=== Section Start ===

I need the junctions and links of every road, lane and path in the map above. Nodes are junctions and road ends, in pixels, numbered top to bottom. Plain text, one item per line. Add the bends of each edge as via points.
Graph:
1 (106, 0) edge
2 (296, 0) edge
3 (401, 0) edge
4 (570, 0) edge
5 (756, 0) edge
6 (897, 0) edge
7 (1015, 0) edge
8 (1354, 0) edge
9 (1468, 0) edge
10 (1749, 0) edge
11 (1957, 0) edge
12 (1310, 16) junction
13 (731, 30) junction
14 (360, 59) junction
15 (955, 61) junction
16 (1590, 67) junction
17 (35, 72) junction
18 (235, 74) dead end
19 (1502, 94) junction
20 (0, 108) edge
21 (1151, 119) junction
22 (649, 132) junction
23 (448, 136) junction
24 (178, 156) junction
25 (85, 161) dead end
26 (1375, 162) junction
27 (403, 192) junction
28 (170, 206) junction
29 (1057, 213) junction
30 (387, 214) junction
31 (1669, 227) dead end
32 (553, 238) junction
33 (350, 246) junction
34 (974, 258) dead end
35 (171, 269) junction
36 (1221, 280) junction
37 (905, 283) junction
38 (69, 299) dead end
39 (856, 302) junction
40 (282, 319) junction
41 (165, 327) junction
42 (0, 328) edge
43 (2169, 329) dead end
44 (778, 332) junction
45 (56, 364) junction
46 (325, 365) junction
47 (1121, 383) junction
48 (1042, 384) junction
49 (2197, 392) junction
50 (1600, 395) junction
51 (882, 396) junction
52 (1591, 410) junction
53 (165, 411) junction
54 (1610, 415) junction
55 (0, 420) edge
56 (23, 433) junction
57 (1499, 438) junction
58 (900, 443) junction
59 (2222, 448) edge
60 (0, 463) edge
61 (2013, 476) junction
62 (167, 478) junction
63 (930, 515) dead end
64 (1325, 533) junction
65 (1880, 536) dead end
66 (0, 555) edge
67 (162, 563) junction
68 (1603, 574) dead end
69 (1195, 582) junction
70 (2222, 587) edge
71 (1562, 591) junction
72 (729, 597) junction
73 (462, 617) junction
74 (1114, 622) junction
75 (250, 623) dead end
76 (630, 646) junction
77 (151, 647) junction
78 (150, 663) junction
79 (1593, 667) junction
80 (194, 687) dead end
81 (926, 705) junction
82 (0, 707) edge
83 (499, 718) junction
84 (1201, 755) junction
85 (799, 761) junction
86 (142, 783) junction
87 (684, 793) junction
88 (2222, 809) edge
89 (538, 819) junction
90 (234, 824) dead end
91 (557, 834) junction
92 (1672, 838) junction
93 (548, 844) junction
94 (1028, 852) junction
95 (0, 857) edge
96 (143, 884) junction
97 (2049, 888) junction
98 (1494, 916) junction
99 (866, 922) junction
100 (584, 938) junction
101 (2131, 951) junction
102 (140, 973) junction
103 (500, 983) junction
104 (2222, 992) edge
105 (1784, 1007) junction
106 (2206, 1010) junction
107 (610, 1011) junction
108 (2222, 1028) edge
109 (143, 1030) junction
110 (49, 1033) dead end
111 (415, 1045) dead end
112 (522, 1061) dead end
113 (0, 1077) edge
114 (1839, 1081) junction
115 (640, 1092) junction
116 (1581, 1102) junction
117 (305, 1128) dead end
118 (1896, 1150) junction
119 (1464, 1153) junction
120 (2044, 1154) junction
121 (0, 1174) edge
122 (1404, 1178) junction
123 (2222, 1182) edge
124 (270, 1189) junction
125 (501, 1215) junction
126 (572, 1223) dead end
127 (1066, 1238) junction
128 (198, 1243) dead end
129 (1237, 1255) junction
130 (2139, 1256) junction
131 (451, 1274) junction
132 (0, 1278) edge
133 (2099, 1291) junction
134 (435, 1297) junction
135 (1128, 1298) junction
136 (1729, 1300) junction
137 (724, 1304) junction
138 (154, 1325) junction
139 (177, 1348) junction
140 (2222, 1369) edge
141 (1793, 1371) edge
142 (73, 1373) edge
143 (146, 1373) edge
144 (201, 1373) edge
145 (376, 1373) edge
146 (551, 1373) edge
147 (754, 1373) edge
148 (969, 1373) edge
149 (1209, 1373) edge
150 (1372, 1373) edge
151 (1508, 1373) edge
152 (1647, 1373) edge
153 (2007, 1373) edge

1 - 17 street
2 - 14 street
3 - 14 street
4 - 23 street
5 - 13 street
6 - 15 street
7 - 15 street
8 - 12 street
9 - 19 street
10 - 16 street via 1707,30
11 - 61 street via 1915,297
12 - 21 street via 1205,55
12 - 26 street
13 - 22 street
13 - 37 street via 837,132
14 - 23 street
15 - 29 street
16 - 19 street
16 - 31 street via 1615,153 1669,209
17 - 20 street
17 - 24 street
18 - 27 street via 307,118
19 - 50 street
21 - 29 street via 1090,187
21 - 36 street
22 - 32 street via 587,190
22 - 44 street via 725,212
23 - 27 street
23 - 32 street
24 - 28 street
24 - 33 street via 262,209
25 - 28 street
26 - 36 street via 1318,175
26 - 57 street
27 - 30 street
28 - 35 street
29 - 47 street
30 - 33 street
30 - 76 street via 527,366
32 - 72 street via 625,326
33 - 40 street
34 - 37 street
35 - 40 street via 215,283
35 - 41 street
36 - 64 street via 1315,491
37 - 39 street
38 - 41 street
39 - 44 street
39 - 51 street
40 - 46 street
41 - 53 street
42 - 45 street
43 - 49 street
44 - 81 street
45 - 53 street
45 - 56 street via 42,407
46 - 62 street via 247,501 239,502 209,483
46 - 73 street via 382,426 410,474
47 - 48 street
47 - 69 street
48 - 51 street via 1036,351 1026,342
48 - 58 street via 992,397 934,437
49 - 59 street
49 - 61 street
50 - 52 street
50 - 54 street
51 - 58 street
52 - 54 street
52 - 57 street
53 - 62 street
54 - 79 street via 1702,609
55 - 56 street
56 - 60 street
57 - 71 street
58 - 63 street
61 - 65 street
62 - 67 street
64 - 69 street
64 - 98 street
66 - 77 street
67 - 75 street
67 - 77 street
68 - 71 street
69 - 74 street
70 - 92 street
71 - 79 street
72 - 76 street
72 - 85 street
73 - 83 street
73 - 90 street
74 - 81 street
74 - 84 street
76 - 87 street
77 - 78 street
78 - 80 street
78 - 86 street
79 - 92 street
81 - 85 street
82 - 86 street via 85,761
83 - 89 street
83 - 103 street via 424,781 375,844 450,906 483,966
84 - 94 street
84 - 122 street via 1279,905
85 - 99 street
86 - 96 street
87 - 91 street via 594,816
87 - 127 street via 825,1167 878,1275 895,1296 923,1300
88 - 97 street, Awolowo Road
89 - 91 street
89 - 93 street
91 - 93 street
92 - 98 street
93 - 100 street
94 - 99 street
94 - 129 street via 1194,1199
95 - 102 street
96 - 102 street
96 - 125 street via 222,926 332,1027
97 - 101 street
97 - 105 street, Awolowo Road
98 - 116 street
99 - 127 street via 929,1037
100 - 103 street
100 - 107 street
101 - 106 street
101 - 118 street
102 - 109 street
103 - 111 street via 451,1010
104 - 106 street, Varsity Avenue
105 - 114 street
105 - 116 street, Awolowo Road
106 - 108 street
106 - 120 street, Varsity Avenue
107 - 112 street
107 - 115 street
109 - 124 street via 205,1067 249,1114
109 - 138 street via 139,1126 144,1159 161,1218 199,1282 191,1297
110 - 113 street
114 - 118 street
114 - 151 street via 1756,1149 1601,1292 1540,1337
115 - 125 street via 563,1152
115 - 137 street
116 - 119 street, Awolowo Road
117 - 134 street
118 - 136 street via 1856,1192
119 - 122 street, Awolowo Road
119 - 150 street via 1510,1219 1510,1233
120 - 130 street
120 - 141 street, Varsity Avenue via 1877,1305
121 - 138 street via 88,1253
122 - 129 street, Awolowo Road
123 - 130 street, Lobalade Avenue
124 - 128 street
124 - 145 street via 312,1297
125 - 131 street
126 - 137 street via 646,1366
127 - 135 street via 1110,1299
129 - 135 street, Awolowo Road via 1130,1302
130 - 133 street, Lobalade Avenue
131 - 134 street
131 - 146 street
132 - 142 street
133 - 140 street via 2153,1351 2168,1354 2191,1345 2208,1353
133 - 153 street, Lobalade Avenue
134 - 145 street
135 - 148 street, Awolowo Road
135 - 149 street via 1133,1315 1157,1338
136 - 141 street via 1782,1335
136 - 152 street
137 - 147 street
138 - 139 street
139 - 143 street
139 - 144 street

=== Section End ===

▸ Required work:
Looking at the entries above, count each line in which the word "Varsity" occurs, then give the total and nothing further.

▸ Finished task:
3